*** Opening Task material ***

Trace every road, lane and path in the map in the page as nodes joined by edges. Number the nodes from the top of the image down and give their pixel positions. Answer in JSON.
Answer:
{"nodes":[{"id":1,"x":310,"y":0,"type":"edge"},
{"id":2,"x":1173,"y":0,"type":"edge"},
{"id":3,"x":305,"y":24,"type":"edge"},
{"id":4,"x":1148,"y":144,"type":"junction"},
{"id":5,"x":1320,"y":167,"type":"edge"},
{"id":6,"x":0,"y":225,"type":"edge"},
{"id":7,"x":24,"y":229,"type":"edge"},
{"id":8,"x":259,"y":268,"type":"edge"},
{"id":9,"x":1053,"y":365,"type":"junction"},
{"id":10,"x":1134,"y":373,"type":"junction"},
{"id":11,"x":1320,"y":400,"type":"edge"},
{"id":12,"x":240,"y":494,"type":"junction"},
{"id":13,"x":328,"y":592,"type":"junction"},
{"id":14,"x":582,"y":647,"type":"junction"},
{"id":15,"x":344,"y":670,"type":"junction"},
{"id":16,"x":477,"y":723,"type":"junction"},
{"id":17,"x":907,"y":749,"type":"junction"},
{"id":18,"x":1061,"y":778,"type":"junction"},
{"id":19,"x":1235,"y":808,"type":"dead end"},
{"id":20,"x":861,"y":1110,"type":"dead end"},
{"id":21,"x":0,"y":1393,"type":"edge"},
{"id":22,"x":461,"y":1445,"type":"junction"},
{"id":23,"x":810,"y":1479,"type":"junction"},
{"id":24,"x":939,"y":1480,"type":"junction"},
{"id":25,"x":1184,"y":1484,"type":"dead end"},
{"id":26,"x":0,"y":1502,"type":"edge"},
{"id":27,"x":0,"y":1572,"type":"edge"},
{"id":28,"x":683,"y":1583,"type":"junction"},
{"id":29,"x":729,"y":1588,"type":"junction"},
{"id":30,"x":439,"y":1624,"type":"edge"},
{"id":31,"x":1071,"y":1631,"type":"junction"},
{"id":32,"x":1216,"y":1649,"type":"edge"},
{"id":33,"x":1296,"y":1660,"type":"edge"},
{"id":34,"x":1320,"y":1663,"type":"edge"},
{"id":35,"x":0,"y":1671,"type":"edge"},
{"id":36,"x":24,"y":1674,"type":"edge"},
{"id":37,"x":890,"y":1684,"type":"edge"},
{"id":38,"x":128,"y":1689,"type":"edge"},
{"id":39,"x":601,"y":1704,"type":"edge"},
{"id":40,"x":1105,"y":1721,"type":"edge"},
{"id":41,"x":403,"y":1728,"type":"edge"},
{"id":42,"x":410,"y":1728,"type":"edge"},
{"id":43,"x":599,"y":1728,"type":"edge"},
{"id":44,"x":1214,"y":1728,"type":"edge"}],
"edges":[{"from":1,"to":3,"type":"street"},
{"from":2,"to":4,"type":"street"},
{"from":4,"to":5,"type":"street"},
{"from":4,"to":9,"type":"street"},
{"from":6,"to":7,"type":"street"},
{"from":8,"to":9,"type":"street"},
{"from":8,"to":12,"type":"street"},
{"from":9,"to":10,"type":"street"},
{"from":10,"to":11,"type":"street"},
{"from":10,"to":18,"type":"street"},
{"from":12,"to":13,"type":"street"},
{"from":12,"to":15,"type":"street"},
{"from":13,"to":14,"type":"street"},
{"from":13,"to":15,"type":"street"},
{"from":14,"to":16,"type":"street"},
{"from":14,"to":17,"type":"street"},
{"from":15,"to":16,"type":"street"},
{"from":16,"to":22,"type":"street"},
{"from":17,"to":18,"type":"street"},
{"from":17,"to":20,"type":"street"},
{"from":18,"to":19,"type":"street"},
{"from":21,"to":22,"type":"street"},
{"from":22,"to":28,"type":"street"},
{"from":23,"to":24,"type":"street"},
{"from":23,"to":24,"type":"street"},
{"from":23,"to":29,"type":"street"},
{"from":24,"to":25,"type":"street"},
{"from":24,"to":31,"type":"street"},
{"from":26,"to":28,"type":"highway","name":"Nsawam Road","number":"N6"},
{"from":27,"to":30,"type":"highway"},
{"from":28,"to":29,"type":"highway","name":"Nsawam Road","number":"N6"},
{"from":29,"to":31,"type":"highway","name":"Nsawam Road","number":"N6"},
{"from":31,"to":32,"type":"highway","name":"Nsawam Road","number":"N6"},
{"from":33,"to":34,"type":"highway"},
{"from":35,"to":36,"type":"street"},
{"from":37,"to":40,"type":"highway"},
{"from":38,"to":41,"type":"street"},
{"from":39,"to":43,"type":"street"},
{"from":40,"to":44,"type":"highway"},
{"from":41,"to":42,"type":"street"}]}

*** Closing Task material ***

Copy all of the data exactly.

Trace every road, lane and path in the map in the page as nodes joined by edges. Number the nodes from the top of the image down and give their pixel positions. Answer in JSON.
Answer:
{"nodes":[{"id":1,"x":310,"y":0,"type":"edge"},
{"id":2,"x":1173,"y":0,"type":"edge"},
{"id":3,"x":305,"y":24,"type":"edge"},
{"id":4,"x":1148,"y":144,"type":"junction"},
{"id":5,"x":1320,"y":167,"type":"edge"},
{"id":6,"x":0,"y":225,"type":"edge"},
{"id":7,"x":24,"y":229,"type":"edge"},
{"id":8,"x":259,"y":268,"type":"edge"},
{"id":9,"x":1053,"y":365,"type":"junction"},
{"id":10,"x":1134,"y":373,"type":"junction"},
{"id":11,"x":1320,"y":400,"type":"edge"},
{"id":12,"x":240,"y":494,"type":"junction"},
{"id":13,"x":328,"y":592,"type":"junction"},
{"id":14,"x":582,"y":647,"type":"junction"},
{"id":15,"x":344,"y":670,"type":"junction"},
{"id":16,"x":477,"y":723,"type":"junction"},
{"id":17,"x":907,"y":749,"type":"junction"},
{"id":18,"x":1061,"y":778,"type":"junction"},
{"id":19,"x":1235,"y":808,"type":"dead end"},
{"id":20,"x":861,"y":1110,"type":"dead end"},
{"id":21,"x":0,"y":1393,"type":"edge"},
{"id":22,"x":461,"y":1445,"type":"junction"},
{"id":23,"x":810,"y":1479,"type":"junction"},
{"id":24,"x":939,"y":1480,"type":"junction"},
{"id":25,"x":1184,"y":1484,"type":"dead end"},
{"id":26,"x":0,"y":1502,"type":"edge"},
{"id":27,"x":0,"y":1572,"type":"edge"},
{"id":28,"x":683,"y":1583,"type":"junction"},
{"id":29,"x":729,"y":1588,"type":"junction"},
{"id":30,"x":439,"y":1624,"type":"edge"},
{"id":31,"x":1071,"y":1631,"type":"junction"},
{"id":32,"x":1216,"y":1649,"type":"edge"},
{"id":33,"x":1296,"y":1660,"type":"edge"},
{"id":34,"x":1320,"y":1663,"type":"edge"},
{"id":35,"x":0,"y":1671,"type":"edge"},
{"id":36,"x":24,"y":1674,"type":"edge"},
{"id":37,"x":890,"y":1684,"type":"edge"},
{"id":38,"x":128,"y":1689,"type":"edge"},
{"id":39,"x":601,"y":1704,"type":"edge"},
{"id":40,"x":1105,"y":1721,"type":"edge"},
{"id":41,"x":403,"y":1728,"type":"edge"},
{"id":42,"x":410,"y":1728,"type":"edge"},
{"id":43,"x":599,"y":1728,"type":"edge"},
{"id":44,"x":1214,"y":1728,"type":"edge"}],
"edges":[{"from":1,"to":3,"type":"street"},
{"from":2,"to":4,"type":"street"},
{"from":4,"to":5,"type":"street"},
{"from":4,"to":9,"type":"street"},
{"from":6,"to":7,"type":"street"},
{"from":8,"to":9,"type":"street"},
{"from":8,"to":12,"type":"street"},
{"from":9,"to":10,"type":"street"},
{"from":10,"to":11,"type":"street"},
{"from":10,"to":18,"type":"street"},
{"from":12,"to":13,"type":"street"},
{"from":12,"to":15,"type":"street"},
{"from":13,"to":14,"type":"street"},
{"from":13,"to":15,"type":"street"},
{"from":14,"to":16,"type":"street"},
{"from":14,"to":17,"type":"street"},
{"from":15,"to":16,"type":"street"},
{"from":16,"to":22,"type":"street"},
{"from":17,"to":18,"type":"street"},
{"from":17,"to":20,"type":"street"},
{"from":18,"to":19,"type":"street"},
{"from":21,"to":22,"type":"street"},
{"from":22,"to":28,"type":"street"},
{"from":23,"to":24,"type":"street"},
{"from":23,"to":24,"type":"street"},
{"from":23,"to":29,"type":"street"},
{"from":24,"to":25,"type":"street"},
{"from":24,"to":31,"type":"street"},
{"from":26,"to":28,"type":"highway","name":"Nsawam Road","number":"N6"},
{"from":27,"to":30,"type":"highway"},
{"from":28,"to":29,"type":"highway","name":"Nsawam Road","number":"N6"},
{"from":29,"to":31,"type":"highway","name":"Nsawam Road","number":"N6"},
{"from":31,"to":32,"type":"highway","name":"Nsawam Road","number":"N6"},
{"from":33,"to":34,"type":"highway"},
{"from":35,"to":36,"type":"street"},
{"from":37,"to":40,"type":"highway"},
{"from":38,"to":41,"type":"street"},
{"from":39,"to":43,"type":"street"},
{"from":40,"to":44,"type":"highway"},
{"from":41,"to":42,"type":"street"}]}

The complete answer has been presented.